I was going to stay out of the Pictures-from-Milan business, partly
because my opinions are generally based on hearsay, but Alan Lamberts
admonition to Bob Little to Get a life Bob does not permit my sideline
sitting. With all due respect to Alan (who probably has a life, whatever
it may be) Bob Little certainly has a life, albeit not as contented a one
as he once had with Alfa Romeo (by which I mean Alfa Romeo, not Fiat);
and the ones he had with Alfa Romeo and with ARI, the Alfa subsidiary in
this country, entitle him to a reasonably respectful hearing even if one
does not agree with all of his values or opinions or all of his manners
of expression, as some won't.

 The way I heard it Bob Little went to work for Autodelta (the real one,
not any would-be reflected-glory-snatcher imagination-challenged
ostensible clone) before Autodelta became an integral part of Alfa Romeo
in 1966. He wanted to work there, but it happened there wasn't a slot in
the budget, so he made the personally inconvenient choice of working
there, off the books, for no pay, rather than taking a salary from some
less worthy (in his eyes) car company. A hard life, in some respects  I
am told that with no money for room rent, he slept under the tables in
the company lunchroom  but hard or not it WAS a life, and it places a
certainly unintended resonance on Alans declaration that Alfa Romeo,
and it's officers are in business precisely because there exists the
greed for profits. Some people  some in Milan, some in New Jersey 
invested a dedication to that company which no amount of greed could buy.
Bob Little and Don Black were two of those people, and some of their
mentors in Italy were others. Both Little and Black have shared with me
worthless/priceless mementos they each had salvaged from the debris of
the older Portello buildings which were razed when the new plant at Arese
opened, and it was certainly obvious to me that the place, and the
residual wisps of its history, meant far more than any balance-sheets to
such people. They have my respect.

 That said, I would try to draw a line between the corporate culture of
the Alfa community and the archaeological remains of its physical
environment. Leonardo has commented with feeling on the photos from the
old Alfa works at Portello, "taken in November apparently just before the
factory was torn down." Part of Leonardo's comment - "The pics show the
Portello factory, the first Alfa production factory"  suggest that an
important part of Alfa's early history was being trashed. As far as the
physical buildings of the factory are concerned I believe the most recent
demolition was not really that big a loss.

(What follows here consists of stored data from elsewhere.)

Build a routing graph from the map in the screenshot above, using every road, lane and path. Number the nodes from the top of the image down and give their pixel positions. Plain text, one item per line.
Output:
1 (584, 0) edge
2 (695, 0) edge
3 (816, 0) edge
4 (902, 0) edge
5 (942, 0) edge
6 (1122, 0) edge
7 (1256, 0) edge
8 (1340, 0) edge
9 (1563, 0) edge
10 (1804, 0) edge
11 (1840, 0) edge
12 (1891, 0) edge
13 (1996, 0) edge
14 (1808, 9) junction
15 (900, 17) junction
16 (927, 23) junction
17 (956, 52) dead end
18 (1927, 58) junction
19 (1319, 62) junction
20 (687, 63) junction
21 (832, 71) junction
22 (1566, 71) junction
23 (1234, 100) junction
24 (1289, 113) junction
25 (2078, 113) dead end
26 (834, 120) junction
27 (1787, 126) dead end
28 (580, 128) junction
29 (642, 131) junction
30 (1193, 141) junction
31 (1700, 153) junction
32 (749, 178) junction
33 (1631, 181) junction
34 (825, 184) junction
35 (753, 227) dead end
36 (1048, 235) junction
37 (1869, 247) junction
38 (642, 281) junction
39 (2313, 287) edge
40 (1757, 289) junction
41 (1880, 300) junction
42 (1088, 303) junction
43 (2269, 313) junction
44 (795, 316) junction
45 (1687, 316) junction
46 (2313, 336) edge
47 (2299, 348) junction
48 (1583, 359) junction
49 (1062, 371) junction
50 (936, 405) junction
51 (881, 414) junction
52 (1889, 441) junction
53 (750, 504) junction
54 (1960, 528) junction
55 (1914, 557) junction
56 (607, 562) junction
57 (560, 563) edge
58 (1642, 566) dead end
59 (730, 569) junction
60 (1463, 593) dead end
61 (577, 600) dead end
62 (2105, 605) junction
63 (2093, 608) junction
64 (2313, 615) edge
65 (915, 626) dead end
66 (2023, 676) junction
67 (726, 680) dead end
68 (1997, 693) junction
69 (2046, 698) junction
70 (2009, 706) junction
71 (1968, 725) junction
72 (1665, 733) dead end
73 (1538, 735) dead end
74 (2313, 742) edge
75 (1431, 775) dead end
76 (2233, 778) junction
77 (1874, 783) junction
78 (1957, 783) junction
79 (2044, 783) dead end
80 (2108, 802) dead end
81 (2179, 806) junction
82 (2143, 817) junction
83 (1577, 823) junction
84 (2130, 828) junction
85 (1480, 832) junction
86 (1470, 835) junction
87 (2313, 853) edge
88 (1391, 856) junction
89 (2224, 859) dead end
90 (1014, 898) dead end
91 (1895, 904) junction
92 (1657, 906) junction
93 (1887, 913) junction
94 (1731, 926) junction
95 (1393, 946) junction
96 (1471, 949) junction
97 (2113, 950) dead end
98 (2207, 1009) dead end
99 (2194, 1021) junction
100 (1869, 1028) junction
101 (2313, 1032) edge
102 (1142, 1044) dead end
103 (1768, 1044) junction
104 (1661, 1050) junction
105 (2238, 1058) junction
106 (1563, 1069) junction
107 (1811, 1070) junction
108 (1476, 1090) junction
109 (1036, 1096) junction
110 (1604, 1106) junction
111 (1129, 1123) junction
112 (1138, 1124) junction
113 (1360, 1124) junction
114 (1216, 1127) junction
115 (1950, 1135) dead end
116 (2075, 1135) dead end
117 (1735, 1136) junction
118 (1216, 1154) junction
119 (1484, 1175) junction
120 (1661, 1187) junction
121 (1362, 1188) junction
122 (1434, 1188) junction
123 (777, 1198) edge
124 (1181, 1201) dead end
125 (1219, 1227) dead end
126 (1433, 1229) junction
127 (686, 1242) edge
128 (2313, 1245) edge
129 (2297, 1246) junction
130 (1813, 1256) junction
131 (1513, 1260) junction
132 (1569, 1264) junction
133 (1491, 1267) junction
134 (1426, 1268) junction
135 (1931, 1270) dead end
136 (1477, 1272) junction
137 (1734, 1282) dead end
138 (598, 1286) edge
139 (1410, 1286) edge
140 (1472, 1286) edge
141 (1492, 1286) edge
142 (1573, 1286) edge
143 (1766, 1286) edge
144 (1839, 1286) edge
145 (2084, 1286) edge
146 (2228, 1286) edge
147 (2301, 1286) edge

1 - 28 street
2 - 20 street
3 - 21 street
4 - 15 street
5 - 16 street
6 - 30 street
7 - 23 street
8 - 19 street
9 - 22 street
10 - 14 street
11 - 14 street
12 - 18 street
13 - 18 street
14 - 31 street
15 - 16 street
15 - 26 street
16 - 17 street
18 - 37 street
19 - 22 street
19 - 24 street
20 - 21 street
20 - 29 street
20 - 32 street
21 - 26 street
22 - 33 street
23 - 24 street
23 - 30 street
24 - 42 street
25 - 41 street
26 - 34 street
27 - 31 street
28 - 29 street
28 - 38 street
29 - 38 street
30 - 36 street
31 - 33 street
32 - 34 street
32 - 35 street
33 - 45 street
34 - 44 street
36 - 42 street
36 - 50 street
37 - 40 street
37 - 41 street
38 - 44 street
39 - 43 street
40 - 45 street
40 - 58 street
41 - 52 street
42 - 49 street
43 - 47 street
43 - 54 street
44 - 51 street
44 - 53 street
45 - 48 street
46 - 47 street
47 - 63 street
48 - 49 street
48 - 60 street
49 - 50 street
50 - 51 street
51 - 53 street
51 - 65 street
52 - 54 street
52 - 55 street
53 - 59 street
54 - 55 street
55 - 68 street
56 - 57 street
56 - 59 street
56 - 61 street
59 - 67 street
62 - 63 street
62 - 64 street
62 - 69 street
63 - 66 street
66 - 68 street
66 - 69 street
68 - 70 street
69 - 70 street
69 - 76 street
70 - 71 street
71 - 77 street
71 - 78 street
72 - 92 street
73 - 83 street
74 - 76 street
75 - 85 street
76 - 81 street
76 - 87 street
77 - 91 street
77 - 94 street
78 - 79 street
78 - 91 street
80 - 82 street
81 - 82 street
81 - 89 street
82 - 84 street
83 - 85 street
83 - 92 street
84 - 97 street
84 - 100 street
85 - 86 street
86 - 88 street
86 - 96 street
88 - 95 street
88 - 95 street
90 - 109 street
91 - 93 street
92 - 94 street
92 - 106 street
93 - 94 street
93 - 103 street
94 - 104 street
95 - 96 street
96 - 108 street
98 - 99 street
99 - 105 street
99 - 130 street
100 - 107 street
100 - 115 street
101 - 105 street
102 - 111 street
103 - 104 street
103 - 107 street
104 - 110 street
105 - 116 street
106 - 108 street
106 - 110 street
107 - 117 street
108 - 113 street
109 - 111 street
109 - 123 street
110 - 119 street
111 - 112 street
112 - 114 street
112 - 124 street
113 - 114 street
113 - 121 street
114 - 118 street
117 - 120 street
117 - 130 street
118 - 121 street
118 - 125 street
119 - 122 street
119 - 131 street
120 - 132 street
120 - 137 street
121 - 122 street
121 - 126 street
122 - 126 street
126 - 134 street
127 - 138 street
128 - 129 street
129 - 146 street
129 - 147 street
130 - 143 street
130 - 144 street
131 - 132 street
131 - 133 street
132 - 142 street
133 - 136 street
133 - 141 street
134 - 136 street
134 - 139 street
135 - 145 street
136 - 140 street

 Portello had been the location of the shops of the Societa Italiana
Automobili Darracq before it became the Anonima Lombarda Fabbrica
Automobili (or A.L.F.A.) in 1910. There are photographs of both the
exterior and interior of the plant from 1910 and from many following
periods - 1916, greatly expanded, 1920, 1924, then a radical
modernization and expansion in 1934; and so-on. The location was a
constant, and some existing parts remained whenever newer parts were
added, but it was a working factory, not an industrial museum dedicated
to preserving an historic material heritage.

 Before and during the early part of the war the factory was only
incidentally a car factory, with a small fraction of its work-force
(almost fourteen thousand at the peak) building a few cars, (91 cars in
1935, ten in 1936) but was primarily building trucks, aircraft engines,
and other military supplies. The factory was thus a prime industrial
target during the war, and was heavily damaged in bombing raids on 14
February 1944 and 13 August 1944, and then essentially completely
destroyed in Milan's heaviest air raid on 20 October 1944. There are both
ground-level photos and aerial reconnaissance records of the destruction
which are widely available; rubble and salvage material, but little
remaining intact from the buildings of the thirties.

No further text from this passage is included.